= Directions for this task =
Filter the entries that follow, copying every line in which the word "points" appears.

### Data provided ###

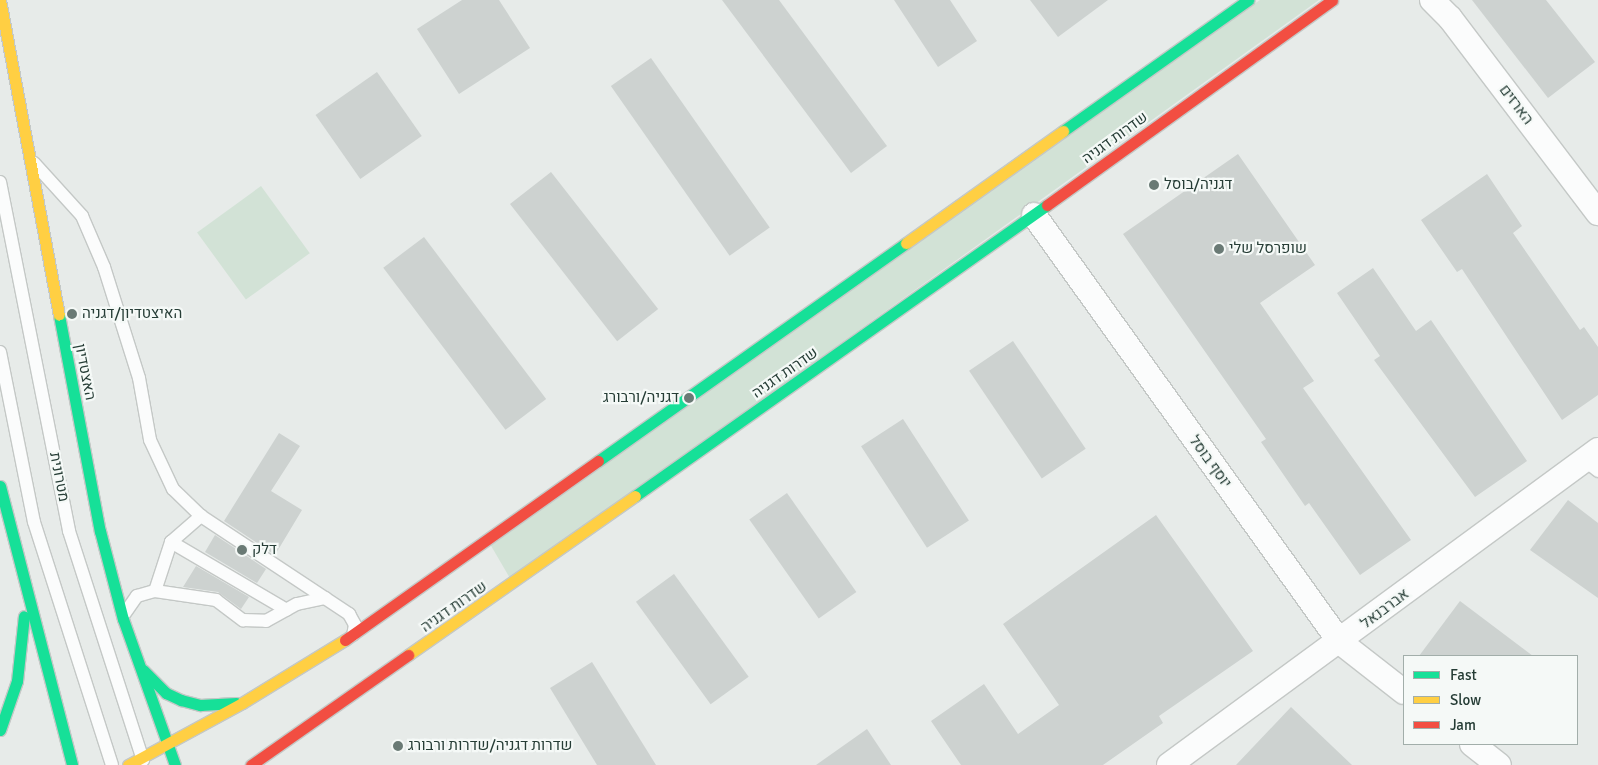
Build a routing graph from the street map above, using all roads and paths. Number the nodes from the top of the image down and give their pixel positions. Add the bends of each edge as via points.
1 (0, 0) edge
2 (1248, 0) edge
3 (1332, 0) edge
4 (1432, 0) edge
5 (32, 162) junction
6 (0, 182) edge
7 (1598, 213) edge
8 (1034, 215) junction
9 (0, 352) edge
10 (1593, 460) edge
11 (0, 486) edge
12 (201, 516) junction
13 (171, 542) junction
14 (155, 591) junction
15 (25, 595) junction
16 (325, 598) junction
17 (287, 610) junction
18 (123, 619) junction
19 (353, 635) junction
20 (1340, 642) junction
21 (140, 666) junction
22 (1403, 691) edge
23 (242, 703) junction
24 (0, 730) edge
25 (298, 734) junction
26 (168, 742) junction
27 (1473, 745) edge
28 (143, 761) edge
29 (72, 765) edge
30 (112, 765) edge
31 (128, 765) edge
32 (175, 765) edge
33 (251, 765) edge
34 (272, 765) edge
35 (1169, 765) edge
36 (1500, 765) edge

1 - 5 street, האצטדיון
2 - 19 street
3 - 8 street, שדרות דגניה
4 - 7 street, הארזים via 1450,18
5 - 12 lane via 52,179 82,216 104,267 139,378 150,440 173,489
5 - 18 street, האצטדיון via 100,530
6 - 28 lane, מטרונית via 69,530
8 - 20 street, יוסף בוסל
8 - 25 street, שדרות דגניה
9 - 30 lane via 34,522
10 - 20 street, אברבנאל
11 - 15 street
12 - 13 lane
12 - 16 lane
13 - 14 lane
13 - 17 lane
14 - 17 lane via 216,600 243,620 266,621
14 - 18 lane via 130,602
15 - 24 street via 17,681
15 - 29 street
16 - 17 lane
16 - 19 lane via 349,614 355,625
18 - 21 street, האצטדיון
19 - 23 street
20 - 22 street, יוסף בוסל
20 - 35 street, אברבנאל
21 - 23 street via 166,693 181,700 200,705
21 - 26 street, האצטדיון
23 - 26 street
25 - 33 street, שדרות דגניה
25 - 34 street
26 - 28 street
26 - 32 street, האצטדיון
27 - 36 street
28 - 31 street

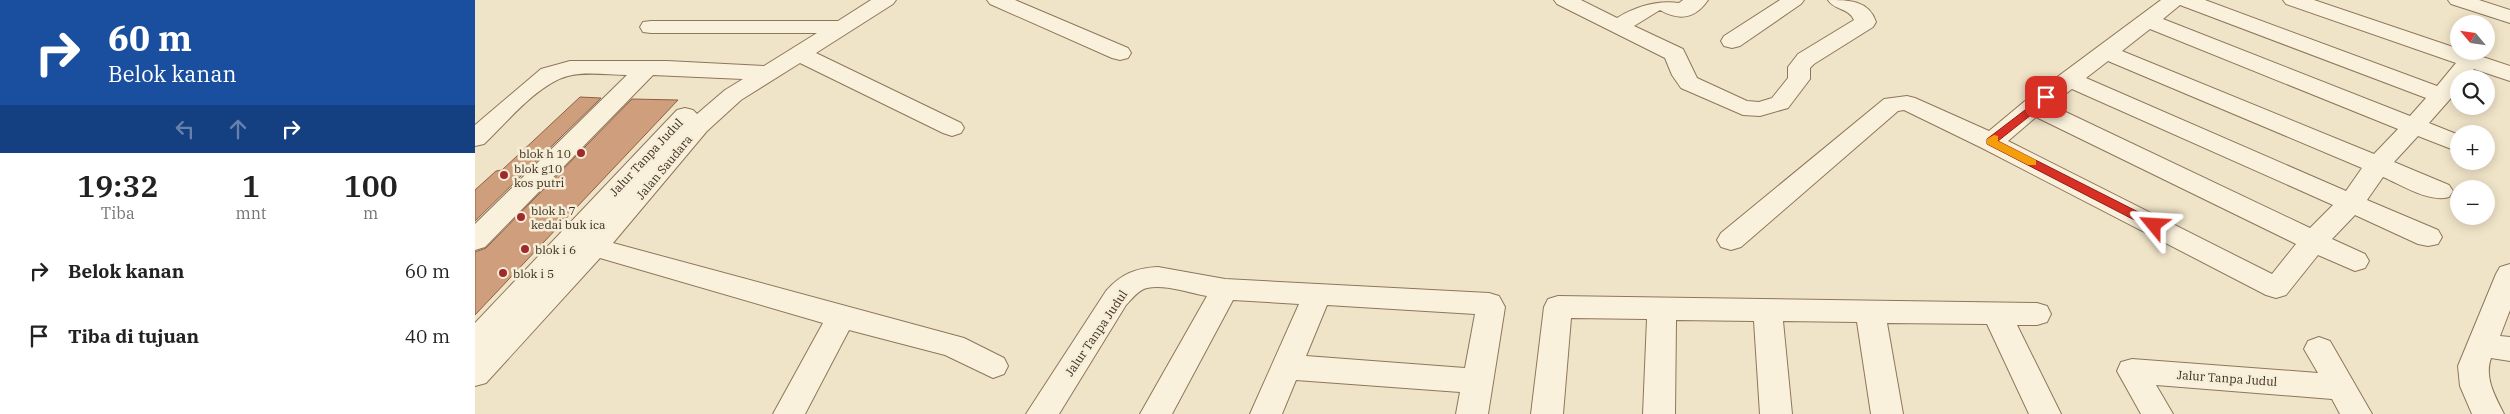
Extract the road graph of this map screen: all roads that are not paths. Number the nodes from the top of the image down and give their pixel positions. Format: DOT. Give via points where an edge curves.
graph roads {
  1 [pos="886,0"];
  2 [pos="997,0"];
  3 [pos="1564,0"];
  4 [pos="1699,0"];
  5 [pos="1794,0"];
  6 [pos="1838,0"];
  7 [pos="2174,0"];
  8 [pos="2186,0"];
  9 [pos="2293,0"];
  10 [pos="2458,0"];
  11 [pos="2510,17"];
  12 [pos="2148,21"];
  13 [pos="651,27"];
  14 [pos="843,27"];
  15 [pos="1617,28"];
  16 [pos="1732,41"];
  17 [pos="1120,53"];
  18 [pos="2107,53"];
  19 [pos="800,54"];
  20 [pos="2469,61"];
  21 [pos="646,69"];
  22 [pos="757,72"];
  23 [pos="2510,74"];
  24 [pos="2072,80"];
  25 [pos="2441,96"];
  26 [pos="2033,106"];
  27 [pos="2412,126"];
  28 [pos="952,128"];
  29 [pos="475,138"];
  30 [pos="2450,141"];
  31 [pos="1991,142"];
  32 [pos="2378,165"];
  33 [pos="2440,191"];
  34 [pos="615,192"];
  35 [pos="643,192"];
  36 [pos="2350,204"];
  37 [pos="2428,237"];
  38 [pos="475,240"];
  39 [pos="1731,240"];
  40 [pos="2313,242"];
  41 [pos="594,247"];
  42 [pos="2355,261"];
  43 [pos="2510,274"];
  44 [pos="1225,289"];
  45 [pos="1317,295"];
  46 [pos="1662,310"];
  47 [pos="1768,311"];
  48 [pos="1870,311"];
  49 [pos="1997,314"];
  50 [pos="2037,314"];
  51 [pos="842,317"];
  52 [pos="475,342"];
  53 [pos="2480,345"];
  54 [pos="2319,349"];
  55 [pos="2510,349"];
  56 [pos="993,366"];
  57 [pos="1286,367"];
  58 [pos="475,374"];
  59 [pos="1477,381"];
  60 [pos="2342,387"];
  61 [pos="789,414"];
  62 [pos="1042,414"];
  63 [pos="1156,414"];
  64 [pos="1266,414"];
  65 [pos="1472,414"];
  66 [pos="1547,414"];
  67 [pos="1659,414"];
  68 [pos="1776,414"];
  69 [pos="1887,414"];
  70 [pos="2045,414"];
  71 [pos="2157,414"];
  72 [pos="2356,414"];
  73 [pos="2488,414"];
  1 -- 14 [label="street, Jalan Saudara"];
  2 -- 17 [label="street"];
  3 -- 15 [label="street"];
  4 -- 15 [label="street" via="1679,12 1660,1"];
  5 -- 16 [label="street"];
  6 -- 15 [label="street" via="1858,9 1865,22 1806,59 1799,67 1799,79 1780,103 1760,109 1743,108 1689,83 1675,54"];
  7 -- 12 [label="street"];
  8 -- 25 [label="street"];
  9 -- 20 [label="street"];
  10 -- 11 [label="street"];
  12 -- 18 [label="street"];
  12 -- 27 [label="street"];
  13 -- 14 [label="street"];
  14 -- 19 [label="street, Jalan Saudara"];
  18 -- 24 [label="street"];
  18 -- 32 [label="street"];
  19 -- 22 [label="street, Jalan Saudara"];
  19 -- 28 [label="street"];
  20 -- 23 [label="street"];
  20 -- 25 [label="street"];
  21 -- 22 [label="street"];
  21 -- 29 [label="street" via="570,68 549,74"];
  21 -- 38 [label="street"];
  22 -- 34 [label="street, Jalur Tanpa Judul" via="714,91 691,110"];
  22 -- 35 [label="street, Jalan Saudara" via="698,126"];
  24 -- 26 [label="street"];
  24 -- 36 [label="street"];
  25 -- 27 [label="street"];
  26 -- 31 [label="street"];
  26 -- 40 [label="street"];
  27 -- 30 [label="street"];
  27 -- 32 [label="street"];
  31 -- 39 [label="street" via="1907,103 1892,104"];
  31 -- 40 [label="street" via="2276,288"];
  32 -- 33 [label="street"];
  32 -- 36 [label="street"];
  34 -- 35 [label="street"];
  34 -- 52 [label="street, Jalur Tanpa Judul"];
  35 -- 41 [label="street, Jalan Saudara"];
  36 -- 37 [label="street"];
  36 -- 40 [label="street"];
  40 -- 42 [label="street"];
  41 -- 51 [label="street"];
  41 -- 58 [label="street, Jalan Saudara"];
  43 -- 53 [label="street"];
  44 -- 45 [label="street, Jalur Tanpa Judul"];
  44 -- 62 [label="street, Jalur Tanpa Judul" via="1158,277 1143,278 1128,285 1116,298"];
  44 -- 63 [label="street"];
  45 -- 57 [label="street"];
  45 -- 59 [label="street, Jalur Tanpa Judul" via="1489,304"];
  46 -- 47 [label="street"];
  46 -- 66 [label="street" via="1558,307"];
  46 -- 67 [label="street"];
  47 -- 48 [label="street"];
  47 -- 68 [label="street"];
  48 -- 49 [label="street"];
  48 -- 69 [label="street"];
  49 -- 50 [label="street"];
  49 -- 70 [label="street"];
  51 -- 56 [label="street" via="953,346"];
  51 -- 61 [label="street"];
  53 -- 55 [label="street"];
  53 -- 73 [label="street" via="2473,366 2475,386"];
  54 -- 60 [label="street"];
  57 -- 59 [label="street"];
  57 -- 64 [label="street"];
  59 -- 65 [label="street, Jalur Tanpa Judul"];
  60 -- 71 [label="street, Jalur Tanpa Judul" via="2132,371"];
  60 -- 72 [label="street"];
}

###

= Your solution =
Build a routing graph from the street map above, using all roads and paths. Number the nodes from the top of the image down and give their pixel positions. Add the bends of each edge as via points.
Extract the road graph of this map screen: all roads that are not paths. Number the nodes from the top of the image down and give their pixel positions. Format: DOT. Give via points where an edge curves.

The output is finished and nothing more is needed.